Past studies have identified a handful of resistance-related mutations in ovarian cancer, he and his colleagues noted. But researchers suspected that there might be other, yet unidentified copy number alterations that could contribute to this process as well.

Indeed, the team's preliminary comparisons of copy number profiles in primary and metastatic tumors from four women with ovarian cancer indicated that copy number patterns vary between tumors from the same individual, impacting the expression of genes in the regions showing variable copy number patterns.

To explore this further — and to look at how ovarian tumor heterogeneity might influence ovarian cancer treatment response and outcomes — the team used high-resolution Affymetrix SNP 6.0 arrays to assess matched pre- and post-treatment samples from 22 women with high-grade serous tumors who had been recruited over almost a decade as part of a population-based study in Australia.

Again, the researchers frequently found sites in the genome with copy number profiles that differed between tumors from the same individual. But the extent of these differences was not uniform across the patients tested.

When they compared copy number profiles from individuals with treatment-sensitive or resistant primary tumors and tumors that did or did not respond to treatment after relapse, for example, the investigators saw that copy number changes tended to be somewhat more pronounced in cases that started out chemotherapy sensitive but went on to become resistant.

"The existence of multiple cancer genomes in an individual patient could provide many opportunities for the cancer to circumvent chemotherapy and may help explain why it has been so difficult to make progress with this disease," Bowtell said in a statement.

Within parts of the genome that were particularly prone to copy number gain or loss in tumors that acquired treatment resistance, the team tracked down a handful of potential resistance-related genes affected by these changes.

Their top candidate: LRP1B, a lipid transporter gene falling in a chromosome 2 region that was frequently lost in resistant samples but present in matched primary tumors that had responded to treatment.

Indeed, researchers reported, lowered expression or loss of LRP1B was associated with treatment resistance in the samples from the original 22 ovarian cancer patients tested and in samples from dozens more women with high-grade serous ovarian cancer.

The team's cell line experiments suggested that bumping up the levels of LRP1B in cell lines with lower-than-usual expression of the gene can enhance response to a form of chemotherapy called liposomal doxorubicin.

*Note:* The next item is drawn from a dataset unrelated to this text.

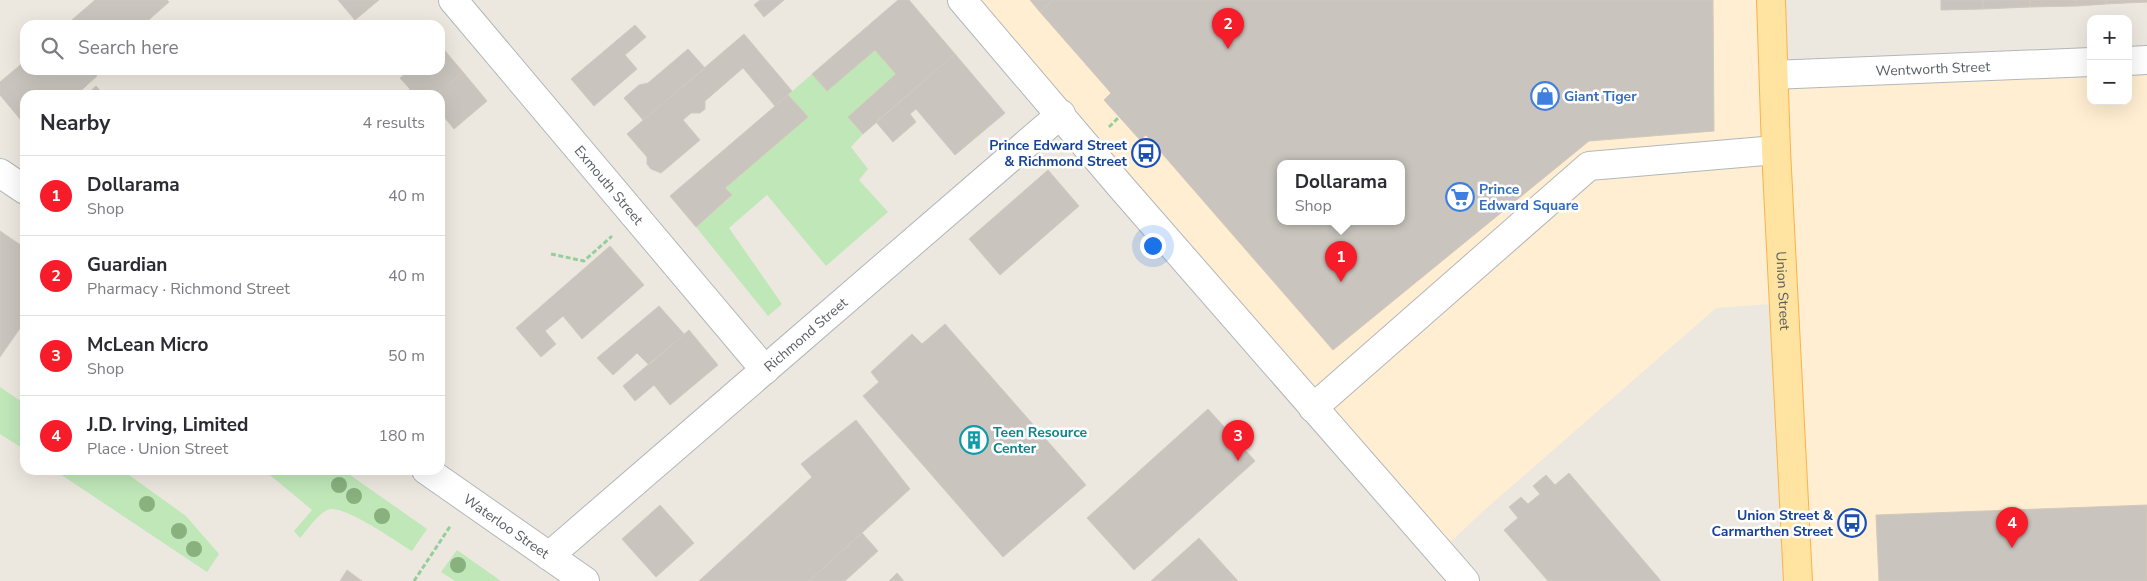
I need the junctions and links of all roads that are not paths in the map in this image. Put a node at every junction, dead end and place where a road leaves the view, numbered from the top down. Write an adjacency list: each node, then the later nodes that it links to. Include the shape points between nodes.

On the other hand, curbing LRP1B expression decreased ovarian cancer cell vulnerability to the drug.

The effect appeared to be at least somewhat specific to that treatment, the team explained, since cells missing LRP1B remained sensitive to a doxorubicin drug that lacked liposomal modifications.

"We propose that against a background of high mutation frequency, cells with LRP1B loss may be readily selected for during liposomal doxorubicin treatment," the study authors wrote, "providing an additional opportunistic advantage to the tumor."

"An investigation of a possible role of LRP1B in resistance to other chemotherapeutic agents commonly used in late-stage ovarian cancer treatment is warranted," they added.